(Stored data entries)
□ □ □ □ □
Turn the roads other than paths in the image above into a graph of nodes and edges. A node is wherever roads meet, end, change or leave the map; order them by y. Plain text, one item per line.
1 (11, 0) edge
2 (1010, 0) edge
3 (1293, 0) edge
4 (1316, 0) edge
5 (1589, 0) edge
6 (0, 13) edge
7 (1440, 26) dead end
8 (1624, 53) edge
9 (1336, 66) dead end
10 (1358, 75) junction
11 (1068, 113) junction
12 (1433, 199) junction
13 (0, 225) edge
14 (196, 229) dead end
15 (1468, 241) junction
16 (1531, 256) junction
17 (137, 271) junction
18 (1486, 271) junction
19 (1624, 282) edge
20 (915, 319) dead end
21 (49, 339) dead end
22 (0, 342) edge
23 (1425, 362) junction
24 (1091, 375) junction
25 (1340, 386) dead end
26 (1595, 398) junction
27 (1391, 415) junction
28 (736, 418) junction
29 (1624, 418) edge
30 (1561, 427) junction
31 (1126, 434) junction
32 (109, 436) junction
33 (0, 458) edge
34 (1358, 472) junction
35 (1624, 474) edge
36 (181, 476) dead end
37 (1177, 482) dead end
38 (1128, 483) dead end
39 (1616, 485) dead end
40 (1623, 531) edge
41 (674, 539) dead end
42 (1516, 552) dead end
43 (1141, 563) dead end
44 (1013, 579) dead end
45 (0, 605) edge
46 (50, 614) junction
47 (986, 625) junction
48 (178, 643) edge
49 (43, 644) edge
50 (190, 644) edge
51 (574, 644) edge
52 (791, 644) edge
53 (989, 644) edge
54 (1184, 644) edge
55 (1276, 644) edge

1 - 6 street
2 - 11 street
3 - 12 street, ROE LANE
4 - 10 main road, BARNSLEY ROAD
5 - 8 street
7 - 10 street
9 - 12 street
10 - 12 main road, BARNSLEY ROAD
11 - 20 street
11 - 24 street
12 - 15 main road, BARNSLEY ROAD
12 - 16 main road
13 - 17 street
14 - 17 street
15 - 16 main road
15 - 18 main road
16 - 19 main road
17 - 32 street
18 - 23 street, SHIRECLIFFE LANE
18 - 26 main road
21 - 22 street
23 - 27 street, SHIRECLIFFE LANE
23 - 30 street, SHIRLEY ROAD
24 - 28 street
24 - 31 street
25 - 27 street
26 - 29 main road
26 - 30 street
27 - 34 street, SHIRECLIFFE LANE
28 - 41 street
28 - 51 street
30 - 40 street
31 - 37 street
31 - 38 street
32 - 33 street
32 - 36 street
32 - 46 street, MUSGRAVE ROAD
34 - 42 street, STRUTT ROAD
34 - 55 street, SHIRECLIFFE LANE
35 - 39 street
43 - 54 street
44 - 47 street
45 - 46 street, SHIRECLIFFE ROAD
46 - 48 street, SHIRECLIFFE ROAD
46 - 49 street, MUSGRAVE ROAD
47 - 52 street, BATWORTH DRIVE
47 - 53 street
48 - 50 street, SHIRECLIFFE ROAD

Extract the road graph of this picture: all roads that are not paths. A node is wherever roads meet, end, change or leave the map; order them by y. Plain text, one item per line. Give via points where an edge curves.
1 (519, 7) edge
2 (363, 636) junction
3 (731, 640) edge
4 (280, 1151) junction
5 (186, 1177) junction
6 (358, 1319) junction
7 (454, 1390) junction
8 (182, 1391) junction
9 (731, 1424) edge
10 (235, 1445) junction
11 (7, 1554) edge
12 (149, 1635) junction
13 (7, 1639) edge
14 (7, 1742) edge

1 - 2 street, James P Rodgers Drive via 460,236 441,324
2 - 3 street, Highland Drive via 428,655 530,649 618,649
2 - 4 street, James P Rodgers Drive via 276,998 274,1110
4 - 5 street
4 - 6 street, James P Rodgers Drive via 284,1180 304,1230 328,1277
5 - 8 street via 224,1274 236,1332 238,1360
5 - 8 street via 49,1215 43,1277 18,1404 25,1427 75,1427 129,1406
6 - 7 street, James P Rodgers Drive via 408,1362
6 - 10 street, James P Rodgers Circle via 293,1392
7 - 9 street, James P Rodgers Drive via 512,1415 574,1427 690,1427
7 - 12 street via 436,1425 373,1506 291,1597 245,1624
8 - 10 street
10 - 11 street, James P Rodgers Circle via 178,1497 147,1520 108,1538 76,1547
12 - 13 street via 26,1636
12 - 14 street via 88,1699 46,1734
□ □ □ □ □
▶ _About this task_
Every line that holds the word "change" should be copied from the records above.

▶ _Solution to this exercise_
Turn the roads other than paths in the image above into a graph of nodes and edges. A node is wherever roads meet, end, change or leave the map; order them by y. Plain text, one item per line.
Extract the road graph of this picture: all roads that are not paths. A node is wherever roads meet, end, change or leave the map; order them by y. Plain text, one item per line. Give via points where an edge curves.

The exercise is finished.